No I guess I should clear things up:

1) I like punk rock. I really do. I think that rap and punk were the last
new forms of rock 'n' roll.

2) Almost everything I've said about punk has nothing to do with what the
bands did or felt towards the music that came before them. It has to do with
what it means now to music critics (and has meant for twenty years).

3) That rejection of rock music that came before punk, in the minds of these
critics (and a few of the actual British punks as well, by the way), was NOT
a rejection of Kiss, Loverboy, et al. It was perceived (and still is
perceived) as a rejection of The Beatles, Pink Floyd, Yes, Rod Stewart and
all but the early works of The Kinks, The Who and The Rolling Stones. And if
you want to put a blanket term on it, what is the nastiest thing a punk can
call you? Not a heavy metal fan. A hippie. What was John Lydon wearing on
his T-shirt when he was discovered and put into The Sex Pistols? "Fuck Pink
Floyd"  Punk was (theoretically, mind you) a rejection of The Sixties and
the direction towards which the bands of the Sixties were pushing rock;
i.e., complexity, size and influences outside rock 'n' roll music.

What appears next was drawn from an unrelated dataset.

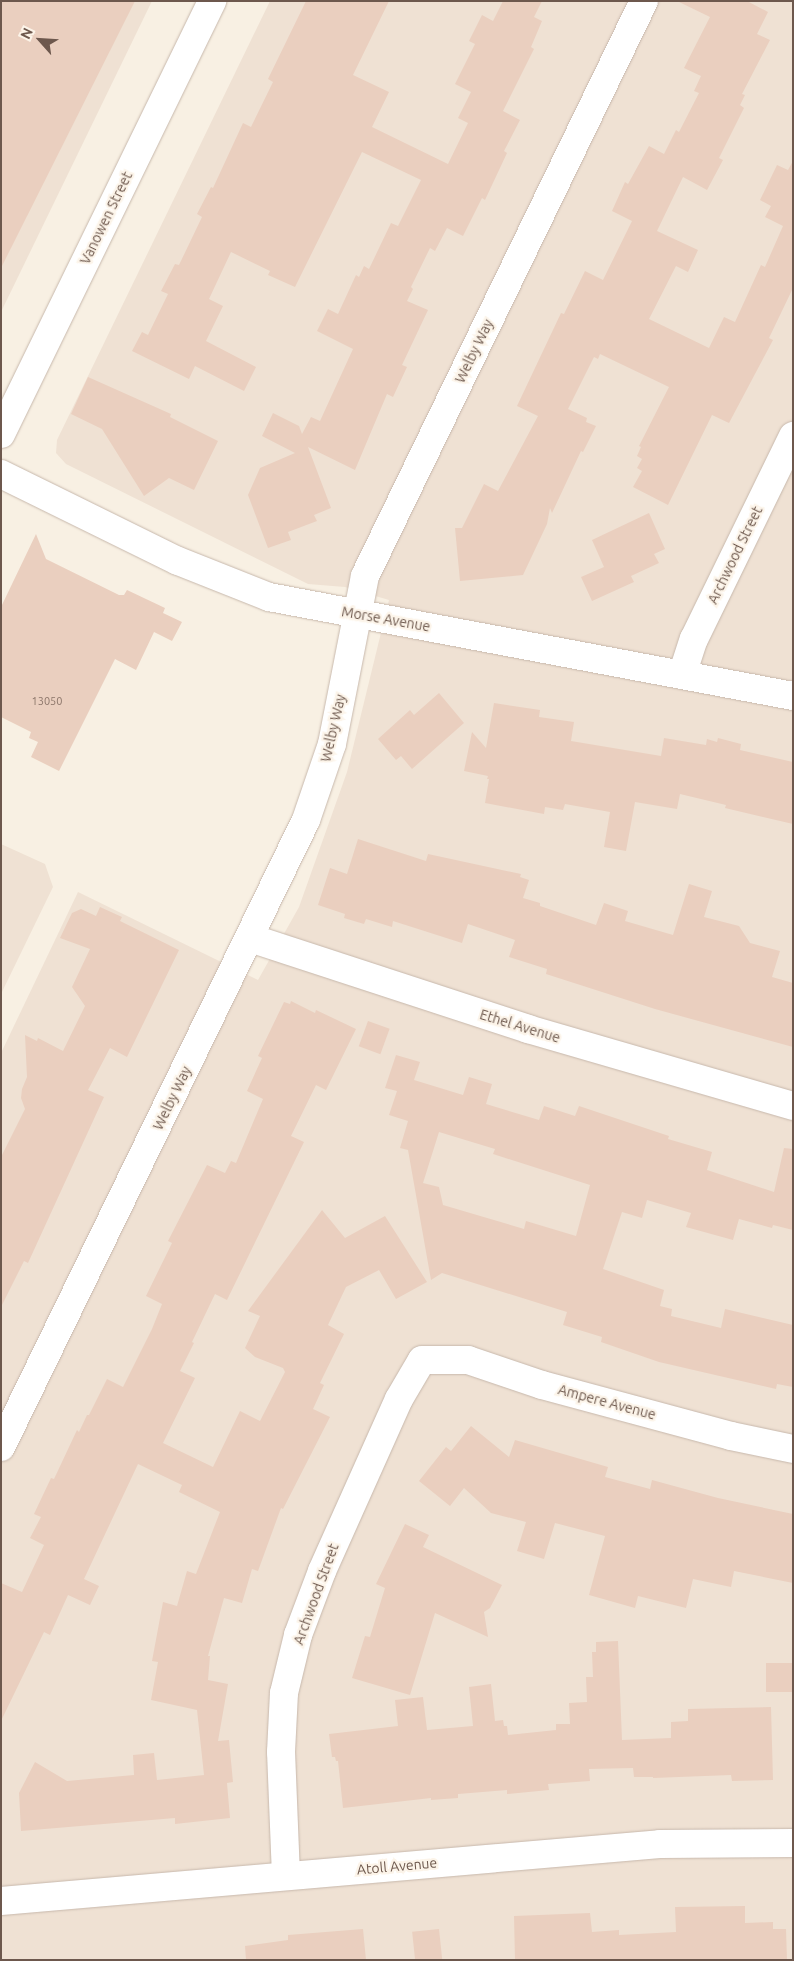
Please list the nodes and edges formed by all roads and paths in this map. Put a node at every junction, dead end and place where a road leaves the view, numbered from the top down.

4) This attitude was a shocking one for critics to voice back in the late
1970's. Those critics thought they were a small group attacking a prog rock
leviathan that would never be changed. After 20 years, however, it's become
holy writ with almost every critic, so much so that the fact that most punk
rockers don't hold to it doesn't change it. It is now understood by
practically every rock critic and writer in the U.K. and U.S. that good rock
music died when psychedelic music started in 1967 and good rock didn't
return until The Ramones and The Sex Pistols. Although Pete Townshend is a
great writer for penning "My Generation" and "Substitute" he will always
have a stain on his reputation for inventing the rock opera. All rock songs
that go over 3 and a half minutes are pretentious crap. Etcetera, etcetera.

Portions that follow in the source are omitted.